▸ **Your assignment**
Exact copy, no pictures: repeat the data that follows.

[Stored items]
=======

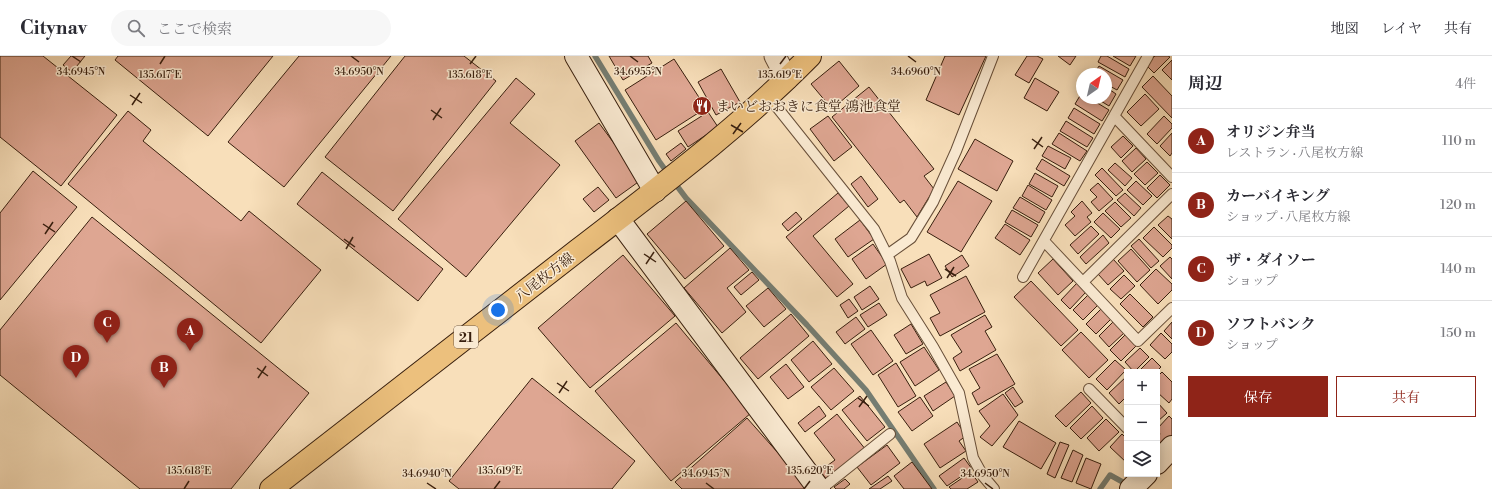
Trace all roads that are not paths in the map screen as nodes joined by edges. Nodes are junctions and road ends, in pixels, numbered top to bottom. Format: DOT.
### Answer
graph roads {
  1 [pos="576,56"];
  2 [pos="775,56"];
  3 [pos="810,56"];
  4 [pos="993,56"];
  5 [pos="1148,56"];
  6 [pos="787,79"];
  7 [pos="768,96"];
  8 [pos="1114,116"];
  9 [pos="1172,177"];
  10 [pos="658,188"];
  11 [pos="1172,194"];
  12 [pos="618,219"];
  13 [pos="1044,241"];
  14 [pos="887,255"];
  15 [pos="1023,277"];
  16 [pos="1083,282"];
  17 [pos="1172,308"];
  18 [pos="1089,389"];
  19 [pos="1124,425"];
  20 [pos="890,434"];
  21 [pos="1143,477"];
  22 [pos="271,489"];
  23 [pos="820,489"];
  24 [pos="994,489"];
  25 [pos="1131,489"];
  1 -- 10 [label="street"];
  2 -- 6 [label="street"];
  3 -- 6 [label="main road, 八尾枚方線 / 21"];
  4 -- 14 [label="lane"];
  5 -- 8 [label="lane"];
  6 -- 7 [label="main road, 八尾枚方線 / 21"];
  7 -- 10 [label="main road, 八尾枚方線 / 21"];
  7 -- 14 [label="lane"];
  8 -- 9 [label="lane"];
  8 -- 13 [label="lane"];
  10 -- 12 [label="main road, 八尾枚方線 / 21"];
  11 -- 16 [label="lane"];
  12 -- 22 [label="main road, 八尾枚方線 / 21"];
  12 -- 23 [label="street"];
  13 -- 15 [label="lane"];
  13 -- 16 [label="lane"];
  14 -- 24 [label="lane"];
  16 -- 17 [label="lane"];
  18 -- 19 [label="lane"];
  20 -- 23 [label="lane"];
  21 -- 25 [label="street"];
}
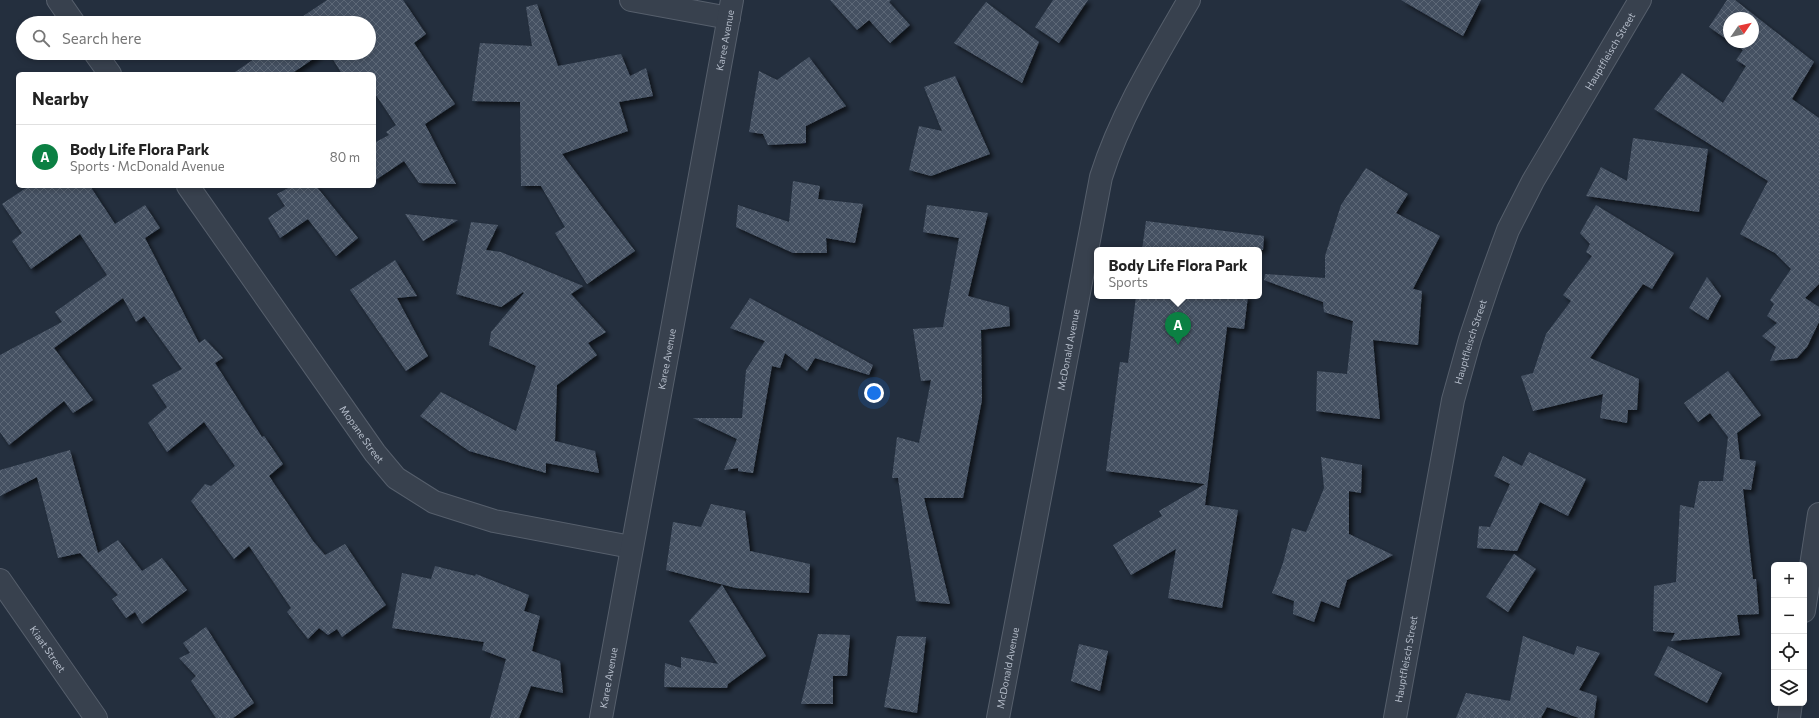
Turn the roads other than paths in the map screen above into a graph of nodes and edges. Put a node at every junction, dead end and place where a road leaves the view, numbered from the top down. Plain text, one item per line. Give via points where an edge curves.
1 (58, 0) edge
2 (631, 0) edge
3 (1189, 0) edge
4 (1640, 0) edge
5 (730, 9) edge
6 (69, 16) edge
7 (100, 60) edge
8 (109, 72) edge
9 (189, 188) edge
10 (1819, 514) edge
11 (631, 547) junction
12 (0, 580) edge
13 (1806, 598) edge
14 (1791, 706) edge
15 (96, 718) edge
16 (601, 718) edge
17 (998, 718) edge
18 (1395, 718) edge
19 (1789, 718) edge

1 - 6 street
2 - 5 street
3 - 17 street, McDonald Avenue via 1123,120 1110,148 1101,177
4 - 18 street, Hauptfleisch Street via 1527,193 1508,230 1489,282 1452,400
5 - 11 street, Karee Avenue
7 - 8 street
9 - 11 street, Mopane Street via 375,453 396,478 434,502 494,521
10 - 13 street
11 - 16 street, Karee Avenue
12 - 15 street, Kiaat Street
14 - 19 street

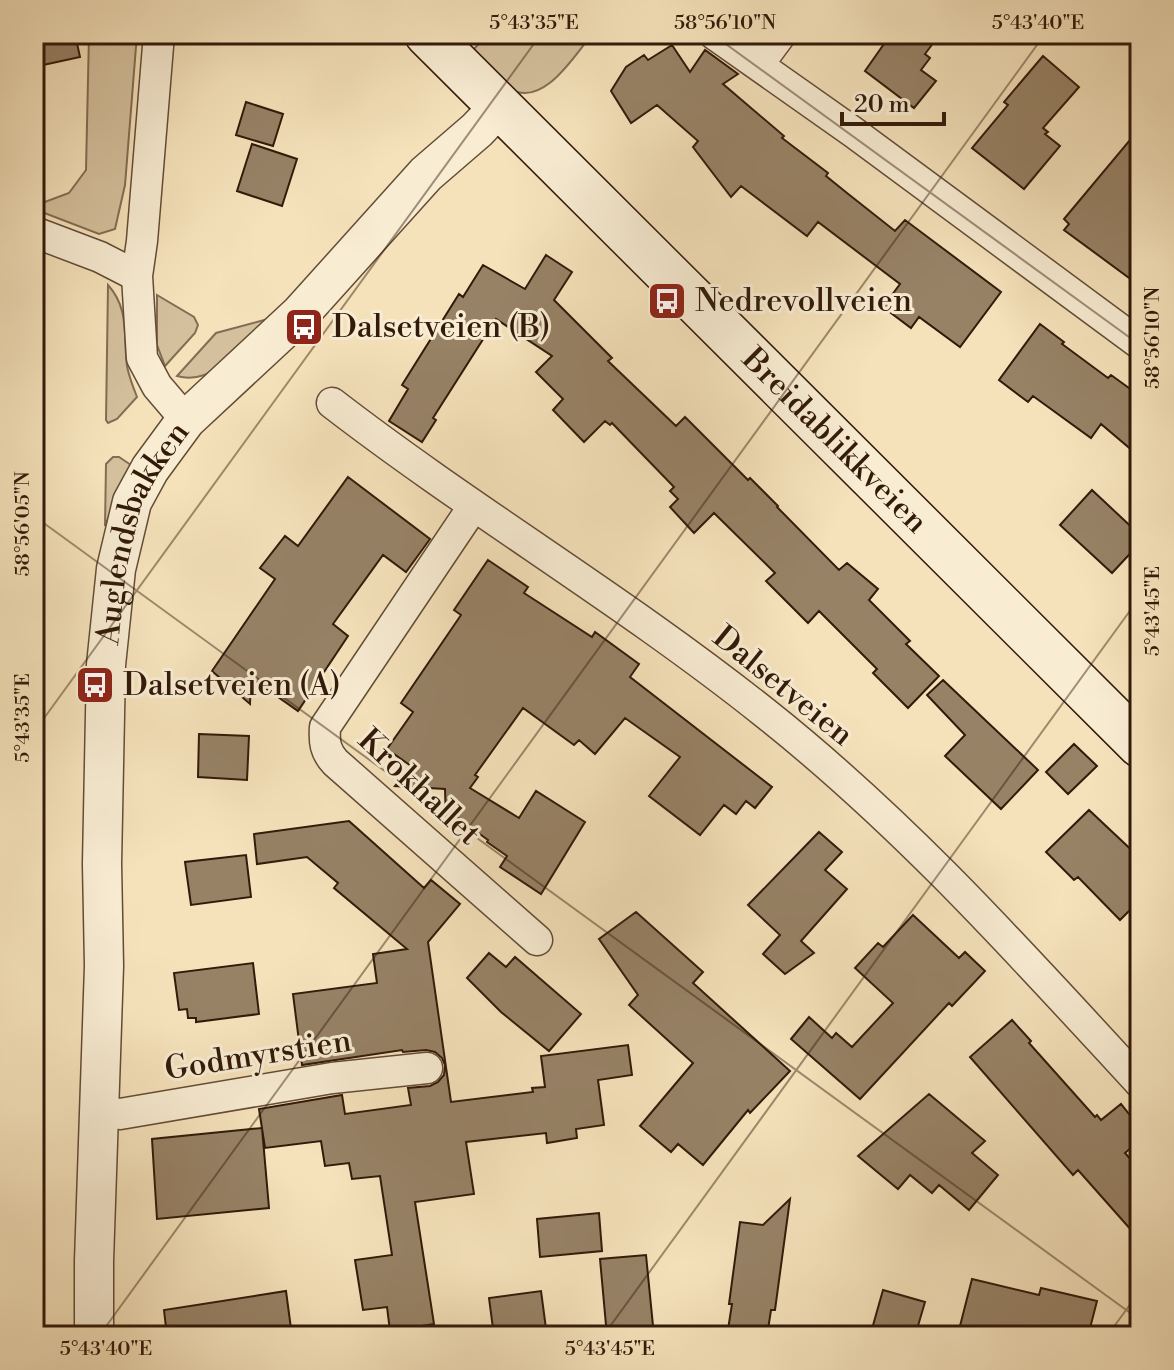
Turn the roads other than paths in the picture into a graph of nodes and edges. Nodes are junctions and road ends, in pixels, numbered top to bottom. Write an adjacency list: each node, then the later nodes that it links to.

=======

▸ **Answer to this exercise**
Trace all roads that are not paths in the map screen as nodes joined by edges. Nodes are junctions and road ends, in pixels, numbered top to bottom. Format: DOT.
### Answer
graph roads {
  1 [pos="576,56"];
  2 [pos="775,56"];
  3 [pos="810,56"];
  4 [pos="993,56"];
  5 [pos="1148,56"];
  6 [pos="787,79"];
  7 [pos="768,96"];
  8 [pos="1114,116"];
  9 [pos="1172,177"];
  10 [pos="658,188"];
  11 [pos="1172,194"];
  12 [pos="618,219"];
  13 [pos="1044,241"];
  14 [pos="887,255"];
  15 [pos="1023,277"];
  16 [pos="1083,282"];
  17 [pos="1172,308"];
  18 [pos="1089,389"];
  19 [pos="1124,425"];
  20 [pos="890,434"];
  21 [pos="1143,477"];
  22 [pos="271,489"];
  23 [pos="820,489"];
  24 [pos="994,489"];
  25 [pos="1131,489"];
  1 -- 10 [label="street"];
  2 -- 6 [label="street"];
  3 -- 6 [label="main road, 八尾枚方線 / 21"];
  4 -- 14 [label="lane"];
  5 -- 8 [label="lane"];
  6 -- 7 [label="main road, 八尾枚方線 / 21"];
  7 -- 10 [label="main road, 八尾枚方線 / 21"];
  7 -- 14 [label="lane"];
  8 -- 9 [label="lane"];
  8 -- 13 [label="lane"];
  10 -- 12 [label="main road, 八尾枚方線 / 21"];
  11 -- 16 [label="lane"];
  12 -- 22 [label="main road, 八尾枚方線 / 21"];
  12 -- 23 [label="street"];
  13 -- 15 [label="lane"];
  13 -- 16 [label="lane"];
  14 -- 24 [label="lane"];
  16 -- 17 [label="lane"];
  18 -- 19 [label="lane"];
  20 -- 23 [label="lane"];
  21 -- 25 [label="street"];
}
Turn the roads other than paths in the map screen above into a graph of nodes and edges. Put a node at every junction, dead end and place where a road leaves the view, numbered from the top down. Plain text, one item per line. Give via points where an edge curves.
1 (58, 0) edge
2 (631, 0) edge
3 (1189, 0) edge
4 (1640, 0) edge
5 (730, 9) edge
6 (69, 16) edge
7 (100, 60) edge
8 (109, 72) edge
9 (189, 188) edge
10 (1819, 514) edge
11 (631, 547) junction
12 (0, 580) edge
13 (1806, 598) edge
14 (1791, 706) edge
15 (96, 718) edge
16 (601, 718) edge
17 (998, 718) edge
18 (1395, 718) edge
19 (1789, 718) edge

1 - 6 street
2 - 5 street
3 - 17 street, McDonald Avenue via 1123,120 1110,148 1101,177
4 - 18 street, Hauptfleisch Street via 1527,193 1508,230 1489,282 1452,400
5 - 11 street, Karee Avenue
7 - 8 street
9 - 11 street, Mopane Street via 375,453 396,478 434,502 494,521
10 - 13 street
11 - 16 street, Karee Avenue
12 - 15 street, Kiaat Street
14 - 19 street

Turn the roads other than paths in the picture into a graph of nodes and edges. Nodes are junctions and road ends, in pixels, numbered top to bottom. Write an adjacency list: each node, then the later nodes that it links to.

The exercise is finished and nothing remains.